Another voice is Rev. Jesse Lee Peterson, founder and president of the Brotherhood Organization of a New Destiny. He said this about local politicians:
"The mayor failed in his duty to evacuate and protect the people of New Orleans. ... The truth is, black people died not because of President Bush or racism, they died because of their unhealthy dependence on the government and the incompetence of Mayor Ray Nagin and Governor Kathleen Blanco." (http://www.washtimes.com/functions/print.php?StoryID=20050909-113107-3180r)
How about more black voices? ABC News sent a reporter to the Astrodome to interview many of the black citizens of New Orleans who have settled there. According to the Media Research Center (http://www.mrc.org/cybersub.asp#webnews):
ABC News producers probably didn't hear what they expected when they sent Dean Reynolds to the Houston Astrodome's parking lot to get reaction to President Bush's speech from black evacuees from New Orleans.
Instead of denouncing Bush and blaming him for their plight, they praised Bush and blamed local officials.
Reynolds asked Connie London: "Did you harbor any anger toward the President because of the slow federal response?"
She rejected the premise: "No, none whatsoever, because I feel like our city and our state government should have been there before the federal government was called in."
She pointed out: "They had RTA buses, Greyhound buses, school buses, that was just sitting there going under water when they could have been evacuating people."
Not one of the six people interviewed on camera had a bad word for Bush -- despite Reynolds' best efforts.

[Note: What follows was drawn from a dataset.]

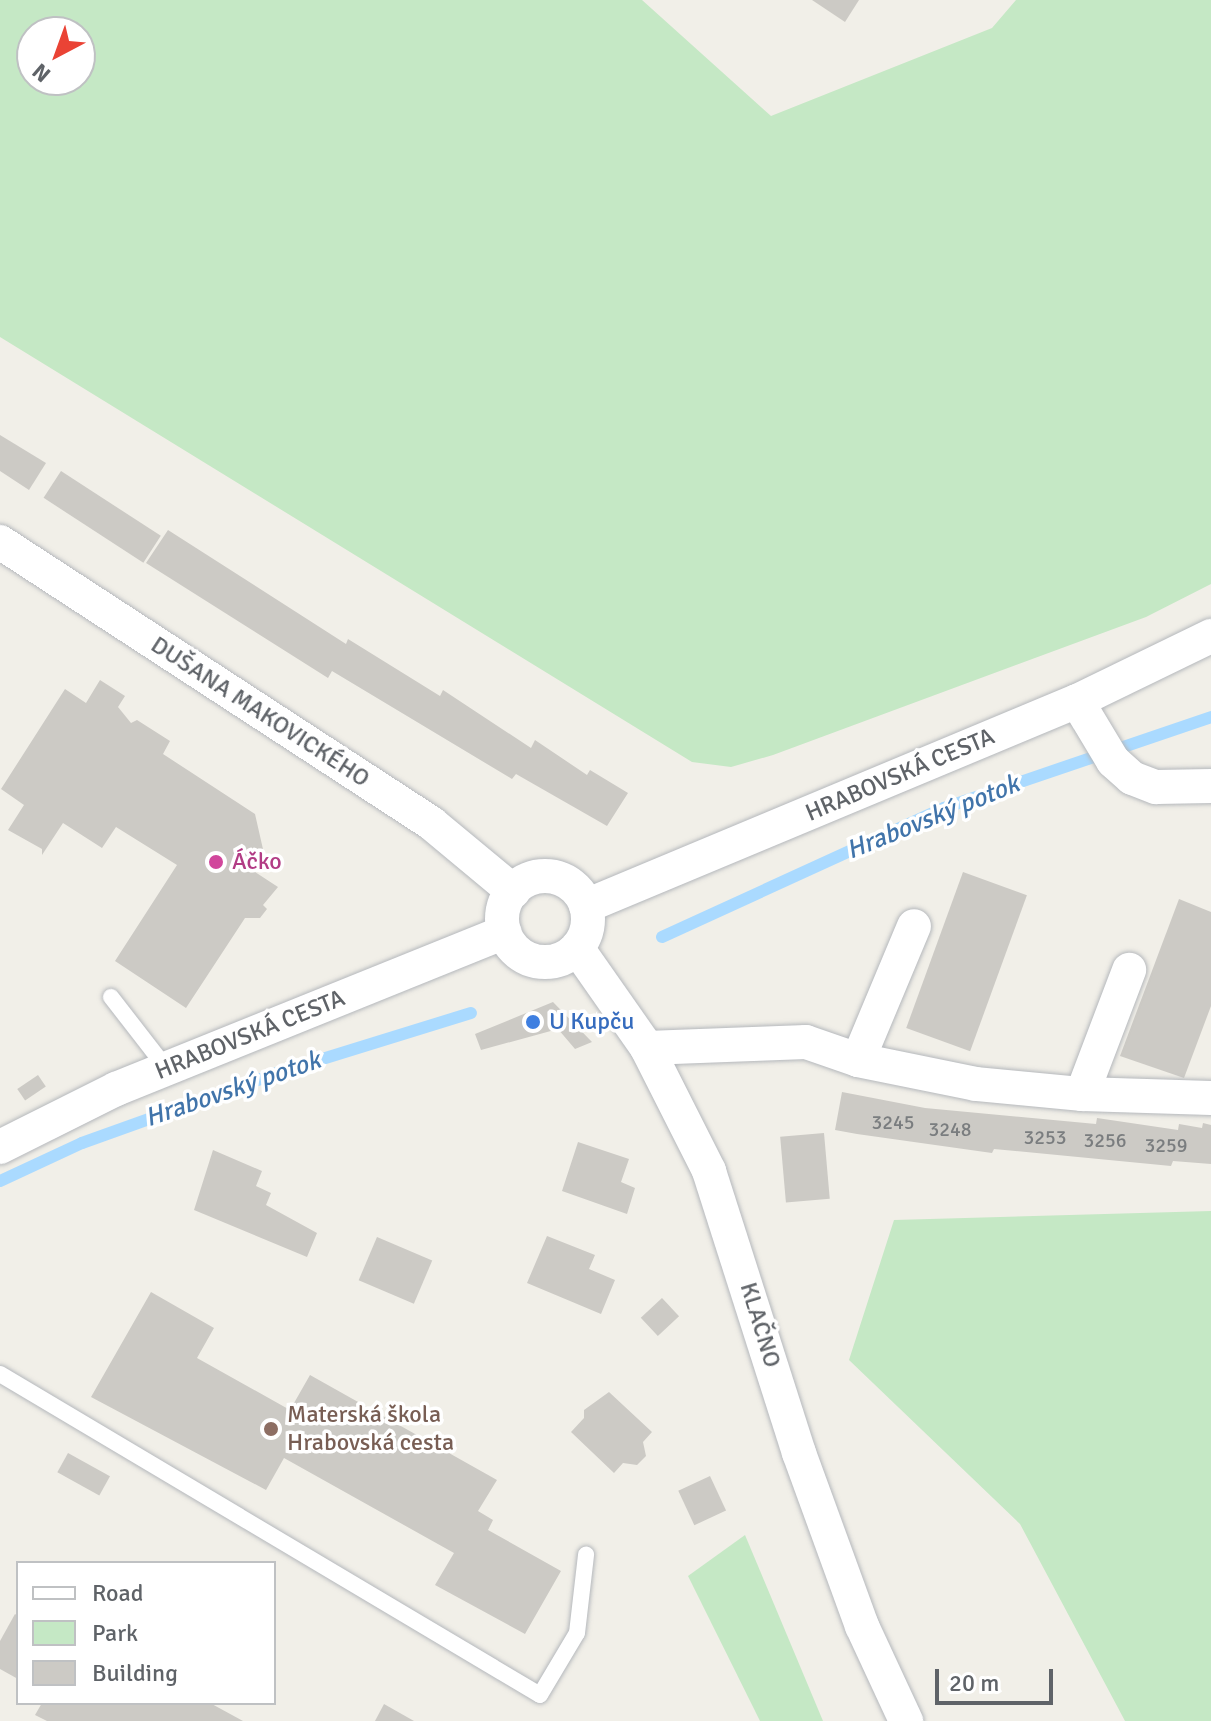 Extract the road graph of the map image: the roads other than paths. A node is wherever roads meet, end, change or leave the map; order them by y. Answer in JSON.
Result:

Reynolds goaded: "Was there anything that you found hard to believe that he said, that you thought, well, that's nice rhetoric, but, you know, the proof is in the pudding?"
Brenda Marshall answered, "No, I didn't," prompting Reynolds to marvel to anchor Ted Koppel: "Very little skepticism here."
We have a great chance to rebuild a city and to give its citizens a fresh start. Let's do it by listening to Star Parker, Larry Elder and Walter Williams rather than the fraudulent voices of Jesse Jackson, Ted Kennedy, Howard Dean and Al Sharpton.